Concert-goers dined on pulled pork sandwiches prepared by chef Oliver Coldeen and nibbled on strawberry shortcake while listening to the original bluegrass gospel sounds of the music.
Between sets of the featured band, Coyote Hill Bluegrass, pastor John Day joined two of his brothers, David and Daniel, to keep the music flowing.
The brothers grew up near Stanwood and sang about the Stillaguamish River. They were instilled with a love of music by their father.
“Father played a banjo-uke, and whistled and sang,” John Day said. “Mother forced us to play piano.”
Fifteen years ago, all three brothers started playing stringed instruments. Daniel lives in Oklahoma and David in Portland. They both earn their living as chiropractors, following in their father’s footsteps. John studied theology and earned his master’s degree at Western Seminary in Portland. He went on to get his doctorate from Dallas Theological Seminary. He came to the Key Peninsula four years ago to become the pastor at Longbranch Community Church.
Every summer, the band hits the road for the touring season. They came to the Key Peninsula for a fundraiser for the church and the LIC, paying their own way including lodging.

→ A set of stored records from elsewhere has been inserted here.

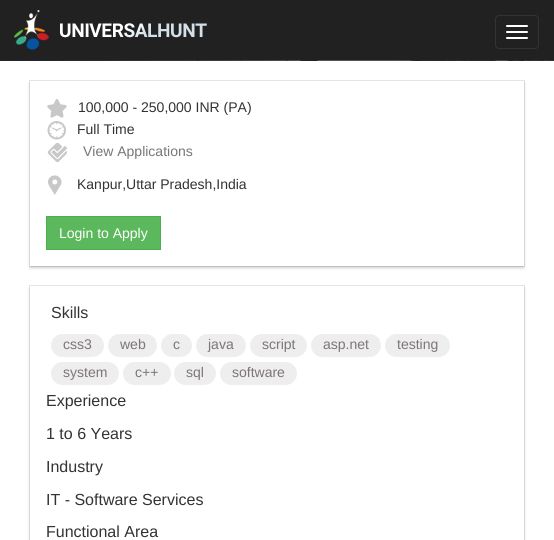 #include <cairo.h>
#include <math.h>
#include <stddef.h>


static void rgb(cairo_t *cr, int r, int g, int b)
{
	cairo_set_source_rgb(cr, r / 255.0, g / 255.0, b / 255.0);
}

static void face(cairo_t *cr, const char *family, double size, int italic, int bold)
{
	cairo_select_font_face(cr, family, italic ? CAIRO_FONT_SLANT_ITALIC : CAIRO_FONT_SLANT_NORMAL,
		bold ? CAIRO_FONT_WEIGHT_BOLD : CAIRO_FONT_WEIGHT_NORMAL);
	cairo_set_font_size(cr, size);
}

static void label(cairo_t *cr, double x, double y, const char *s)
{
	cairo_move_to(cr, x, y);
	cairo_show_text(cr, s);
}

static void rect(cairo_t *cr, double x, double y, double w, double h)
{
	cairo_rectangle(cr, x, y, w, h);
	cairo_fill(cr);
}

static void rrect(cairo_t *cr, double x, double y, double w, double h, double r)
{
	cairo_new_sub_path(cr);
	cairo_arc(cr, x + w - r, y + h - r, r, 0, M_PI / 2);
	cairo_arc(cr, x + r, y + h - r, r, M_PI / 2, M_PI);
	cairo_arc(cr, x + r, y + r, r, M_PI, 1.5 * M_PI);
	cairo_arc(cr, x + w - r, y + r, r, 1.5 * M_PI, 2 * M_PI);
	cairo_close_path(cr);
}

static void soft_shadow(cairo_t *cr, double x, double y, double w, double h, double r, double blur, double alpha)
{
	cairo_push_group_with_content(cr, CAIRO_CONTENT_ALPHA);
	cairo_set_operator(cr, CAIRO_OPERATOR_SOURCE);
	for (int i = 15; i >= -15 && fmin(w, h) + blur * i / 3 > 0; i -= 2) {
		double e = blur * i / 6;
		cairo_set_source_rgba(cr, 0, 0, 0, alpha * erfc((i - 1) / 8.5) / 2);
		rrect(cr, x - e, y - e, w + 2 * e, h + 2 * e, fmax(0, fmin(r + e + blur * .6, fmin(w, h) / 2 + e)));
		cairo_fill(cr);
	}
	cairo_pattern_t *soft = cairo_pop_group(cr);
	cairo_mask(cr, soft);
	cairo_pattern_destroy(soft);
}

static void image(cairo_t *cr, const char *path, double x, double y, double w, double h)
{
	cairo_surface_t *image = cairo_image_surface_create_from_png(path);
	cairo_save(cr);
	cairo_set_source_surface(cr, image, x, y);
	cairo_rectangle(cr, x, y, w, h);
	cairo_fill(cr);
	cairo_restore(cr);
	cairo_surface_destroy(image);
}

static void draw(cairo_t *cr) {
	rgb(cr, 255, 255, 255);
	cairo_paint(cr);
	rgb(cr, 33, 33, 33);
	rect(cr, 0, 0, 554, 60);
	image(cr, "image0.png", 14, 10, 193, 40);
	rrect(cr, 495.5, 15.5, 43, 33, 3.5);
	rgb(cr, 51, 51, 51);
	cairo_set_line_width(cr, 1);
	cairo_stroke(cr);
	rgb(cr, 255, 255, 255);
	rrect(cr, 506, 25, 22, 2, 1);
	cairo_fill(cr);
	rrect(cr, 506, 31, 22, 2, 1);
	cairo_fill(cr);
	rrect(cr, 506, 37, 22, 2, 1);
	cairo_fill(cr);
	image(cr, "image1.png", 0, 60, 554, 1);
	cairo_save(cr);
	cairo_set_fill_rule(cr, CAIRO_FILL_RULE_EVEN_ODD);
	cairo_new_path(cr);
	cairo_move_to(cr, 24, 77);
	cairo_line_to(cr, 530, 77);
	cairo_line_to(cr, 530, 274);
	cairo_line_to(cr, 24, 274);
	cairo_close_path(cr);
	cairo_move_to(cr, 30, 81);
	cairo_line_to(cr, 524, 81);
	cairo_line_to(cr, 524, 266);
	cairo_line_to(cr, 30, 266);
	cairo_close_path(cr);
	cairo_clip(cr);
	rgb(cr, 0, 0, 0);
	soft_shadow(cr, 30, 83, 494, 185, 0, 1.5, 0.2);
	cairo_restore(cr);
	cairo_rectangle(cr, 29.5, 80.5, 495, 186);
	cairo_set_source_rgba(cr, 0, 0, 0, 0.1);
	cairo_stroke(cr);
	image(cr, "image2.png", 47, 99, 20, 19);
	face(cr, "Arimo", 14, 0, 0);
	rgb(cr, 51, 51, 51);
	label(cr, 78, 112, "100,000 - 250,000 INR (PA)");
	image(cr, "image3.png", 47, 121, 19, 19);
	label(cr, 77, 134, "Full Time");
	image(cr, "image4.png", 47, 142, 20, 20);
	rgb(cr, 119, 119, 119);
	label(cr, 83, 156, "View Applications");
	image(cr, "image5.png", 48, 175, 14, 20);
	rgb(cr, 51, 51, 51);
	label(cr, 77, 189, "Kanpur,Uttar Pradesh,India");
	rgb(cr, 92, 184, 92);
	cairo_rectangle(cr, 46.5, 216.5, 114, 33);
	cairo_fill_preserve(cr);
	rgb(cr, 76, 174, 76);
	cairo_stroke(cr);
	rgb(cr, 255, 255, 255);
	label(cr, 59, 238, "Login to Apply");
	cairo_save(cr);
	cairo_set_fill_rule(cr, CAIRO_FILL_RULE_EVEN_ODD);
	cairo_new_path(cr);
	cairo_move_to(cr, 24, 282);
	cairo_line_to(cr, 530, 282);
	cairo_line_to(cr, 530, 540);
	cairo_line_to(cr, 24, 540);
	cairo_close_path(cr);
	cairo_move_to(cr, 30, 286);
	cairo_line_to(cr, 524, 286);
	cairo_line_to(cr, 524, 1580);
	cairo_line_to(cr, 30, 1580);
	cairo_close_path(cr);
	cairo_clip(cr);
	rgb(cr, 0, 0, 0);
	soft_shadow(cr, 30, 288, 494, 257, 0, 1.5, 0.2);
	cairo_restore(cr);
	cairo_rectangle(cr, 29.5, 285.5, 495, 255);
	cairo_set_source_rgba(cr, 0, 0, 0, 0.1);
	cairo_stroke(cr);
	face(cr, "Arimo", 16, 0, 0);
	rgb(cr, 51, 51, 51);
	label(cr, 51, 318, "Skills");
	rgb(cr, 238, 238, 238);
	rrect(cr, 51, 334, 53, 23, 11.5);
	cairo_fill(cr);
	face(cr, "Arimo", 14, 0, 0);
	rgb(cr, 126, 117, 117);
	label(cr, 63, 349, "css3");
	rgb(cr, 238, 238, 238);
	rrect(cr, 108, 334, 49, 23, 11.5);
	cairo_fill(cr);
	rgb(cr, 126, 117, 117);
	label(cr, 120, 349, "web");
	rgb(cr, 238, 238, 238);
	rrect(cr, 161, 334, 31, 23, 11.5);
	cairo_fill(cr);
	rgb(cr, 126, 117, 117);
	label(cr, 173, 349, "c");
	rgb(cr, 238, 238, 238);
	rrect(cr, 196, 334, 50, 23, 11.5);
	cairo_fill(cr);
	rgb(cr, 126, 117, 117);
	label(cr, 208, 349, "java");
	rgb(cr, 238, 238, 238);
	rrect(cr, 250, 334, 57, 23, 11.5);
	cairo_fill(cr);
	rgb(cr, 126, 117, 117);
	label(cr, 262, 349, "script");
	rgb(cr, 238, 238, 238);
	rrect(cr, 311, 334, 70, 23, 11.5);
	cairo_fill(cr);
	rgb(cr, 126, 117, 117);
	label(cr, 323, 349, "asp.net");
	rgb(cr, 238, 238, 238);
	rrect(cr, 385, 334, 65, 23, 11.5);
	cairo_fill(cr);
	rgb(cr, 126, 117, 117);
	label(cr, 397, 349, "testing");
	rgb(cr, 238, 238, 238);
	rrect(cr, 51, 362, 68, 23, 11.5);
	cairo_fill(cr);
	rgb(cr, 126, 117, 117);
	label(cr, 63, 377, "system");
	rgb(cr, 238, 238, 238);
	rrect(cr, 123, 362, 48, 23, 11.5);
	cairo_fill(cr);
	rgb(cr, 126, 117, 117);
	label(cr, 135, 377, "c++");
	rgb(cr, 238, 238, 238);
	rrect(cr, 174, 362, 42, 23, 11.5);
	cairo_fill(cr);
	rgb(cr, 126, 117, 117);
	label(cr, 186, 377, "sql");
	rgb(cr, 238, 238, 238);
	rrect(cr, 220, 362, 77, 23, 11.5);
	cairo_fill(cr);
	rgb(cr, 126, 117, 117);
	label(cr, 232, 377, "software");
	face(cr, "Arimo", 16, 0, 0);
	rgb(cr, 51, 51, 51);
	label(cr, 46, 406, "Experience");
	label(cr, 46, 439, "1 to 6 Years");
	label(cr, 46, 472, "Industry");
	label(cr, 46, 505, "IT - Software Services");
	label(cr, 46, 537, "Functional Area");
}

int main(void) {
	cairo_surface_t *surface = cairo_image_surface_create(CAIRO_FORMAT_RGB24, 554, 540);
	cairo_t *cr = cairo_create(surface);
	cairo_font_options_t *options = cairo_font_options_create();
	cairo_font_options_set_hint_metrics(options, CAIRO_HINT_METRICS_OFF);
	cairo_font_options_set_hint_style(options, CAIRO_HINT_STYLE_NONE);
	cairo_set_font_options(cr, options);
	cairo_set_miter_limit(cr, 4);
	draw(cr);
	cairo_surface_write_to_png(surface, "render.png");
	cairo_font_options_destroy(options);
	cairo_destroy(cr);
	cairo_surface_destroy(surface);
	return 0;
}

Tour expenses are paid by love offerings and CD sales, they said.
A silent auction and raffle contributed to the fundraiser.
The local-based Bluegrass Minstrels jammed outside until they took to the stage at 5 p.m. Other musicians, including bass player Joe Casalini from Seattle, took a turn in jamming with the band.
“I think the Longbranch Church did a great job putting it on,” said Dorene Paterson, a banjo player with the Bluegrass Minstrels. “The music was varied and the Day brothers played songs from their first CD “Prime.” It was a great day all around.”
The Minstrels played “Blackberries,” a song written by musician and chef Oliver Coldeen, who came out of the kitchen long enough to listen while they wowed the crowd.
Another local song written by Evergreen Elementary School teacher, Teri Hamon, was another hit.
The song was written for the school kids to sing at a school play, “Down Key.” The Bluegrass Minstrels had played the music for that event, and laid down a great rendition for the general audience at the festival.